Google-Oracle settlement likely with top execs called to court
Summary: Although a trial date is still set for Halloween, a new court order is pointing towards a possible settlement between Oracle and Google.
As it gets closer to the scheduled Halloween trial date over Google and Oracle's patent infringement dispute, the case is heating up considerably.
Not only is the trial commencement time possibly up in the air, but a settlement between the two Silicon Valley giants could actually happen.
Judge William Alsup of the U.S. District Court for the Northern District of California issued a brief order on Friday afternoon revealing that he might order the "top executive officers" of both companies to come to court for a day or two.
That means we could potentially see Oracle CEO Larry Ellison and Google CEO Larry Page get involved with some real courtroom drama action.
But before we get too excited, the judge's memo does leave the door open to other possibilities as well at this point.
Oracle v. Google: Order Regarding Mediation
FOSS Patents' Florian Mueller speculates that the top executives won't necessarily be the chief executive officers showing up to court in San Francisco this fall:
There's still a possibility that the parties' lawyers can convince Judge Alsup that one or two full days to be spent in court by top-level executives of both companies would be overly burdensome and unlikely to yield the desired result. They'll probably be quite creative now in arguing against such a compulsory high-level settlement negotiation, but neither party will want to appear too uncooperative. I would also expect them to argue that there's uncertainty about the trial date, but I guess Judge Alsup wouldn't be impressed by that argument since he wants the parties to make all preparations for a Halloween trial regardless of a possible postponement.
Whomever gets picked to go has to be specified to the court by Wednesday, September 7th. But if neither company wants to send top level executives to court, they might be more inclined to finally try to make a settlement happen -- at least once the trial start date is pinned down without any doubts about it. Neither party seems prepared for and/or wants a full trial, which was evident at a preliminary hearing back in July.
Related:
- Judge rejects Oracle's $1.3 billion award against SAP
- Oracle under fire over ethics again: Feds investigating bribery for business in Africa
- Java creator Gosling leaves Google for robotics startup
- Apple nabs 16 more patents for multi-touch, solar power, iWork
- Oracle has had a really bad week
Kick off your day with ZDNet's daily email newsletter. It's the freshest tech news and opinion, served hot. Get it.
Talkback
Google could had save $12.5B by licensing instead
The worst part, the purchase made it very clear that Android was making a lot of money for Google and probably turned the entire Oracle vs Google case in Oracle's favor.
RE: Google-Oracle settlement likely with top execs called to court
"The worst part, the purchase made it very clear that Android was making a lot of money for Google"
Introducing facts not into evidence. Google was dumping Android to drive out competitors by infringing on their competitors intellectual property and using the monopoly in one industry (Ads) to afford the product dumping (of Android).
RE: Google-Oracle settlement likely with top execs called to court
Monopoly in Ads? Haha, that made me laugh. You clearly have no idea how big the advertisement business is and how many services you regularly use are supported by Ads. You can start with anything that's free like most websites in the internet (including zdnet), TV etc.

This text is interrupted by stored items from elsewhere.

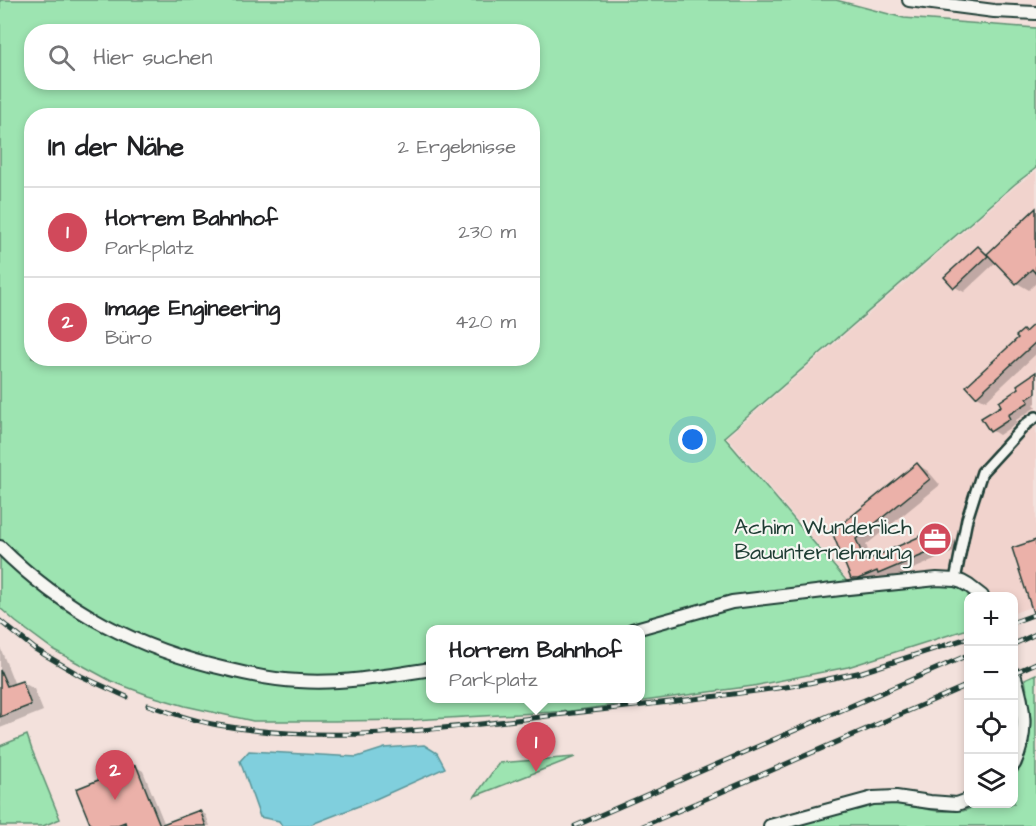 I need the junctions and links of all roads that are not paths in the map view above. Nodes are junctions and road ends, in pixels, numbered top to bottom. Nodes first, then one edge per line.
1 (909, 0) edge
2 (1036, 13) edge
3 (1036, 417) edge
4 (0, 547) edge
5 (955, 580) junction
6 (976, 592) edge
7 (645, 626) edge
8 (426, 670) edge
9 (1018, 690) edge
10 (1018, 755) edge
11 (964, 802) edge
12 (770, 826) edge

1 - 2 street
3 - 5 street
4 - 8 street
5 - 6 street
5 - 7 street
9 - 10 street
11 - 12 street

Since you are a big MS/facebook fan, I might as well point out some of their ad supported service. Bing, Hotmail, WP7 (there's not way they'd invest that type of money in WP7 if they didn't expect to make Ad money from bing; why do you think it's shoved down your throat), Skydrive, and pretty much any other free service they offer.
RE: Google-Oracle settlement likely with top execs called to court
They'll get 90% of the money back from tax savings + cash Motorola has on hand. They could probably get the rest back by selling their manufacturing division.
RE: Google-Oracle settlement likely with top execs called to court
RE: Google-Oracle settlement likely with top execs called to court
Google greed is beyond imagination... hang google till death on the city wall...
take it easy... just adding some drama...
thanks
RE: Google-Oracle settlement likely with top execs called to court
Hate Florian Mueller all you want ..... but
RE: Google-Oracle settlement likely with top execs called to court
You can't prove someone wrong when they tell you something might possibly happen. That however doesn't mean they are credible.
RE: Google-Oracle settlement likely with top execs called to court
He's not worth quoting, and as you noted like almost all of the stuff that Enderle says - it actually says nothing at all.
The way these things work is that Microsoft PR wants a certain article published, so they shop it to a lazy editor who prints it whole. Presumably in return the "author" gets "access" to some inside information later that they wouldn't otherwise get.
The point of this one is to make Oracle's worthless claims appear to be worth settling.
RE: Google-Oracle settlement likely with top execs called to court
RE: Google-Oracle settlement likely with top execs called to court
[url=http://www.great-store.org/]Canada Goose[/url]
RE: Google-Oracle settlement likely with top execs called to court
Google spending $12.5B for 18 patents turns the table
RE: Google-Oracle settlement likely with top execs called to court
When you reach and grab you get elbowed.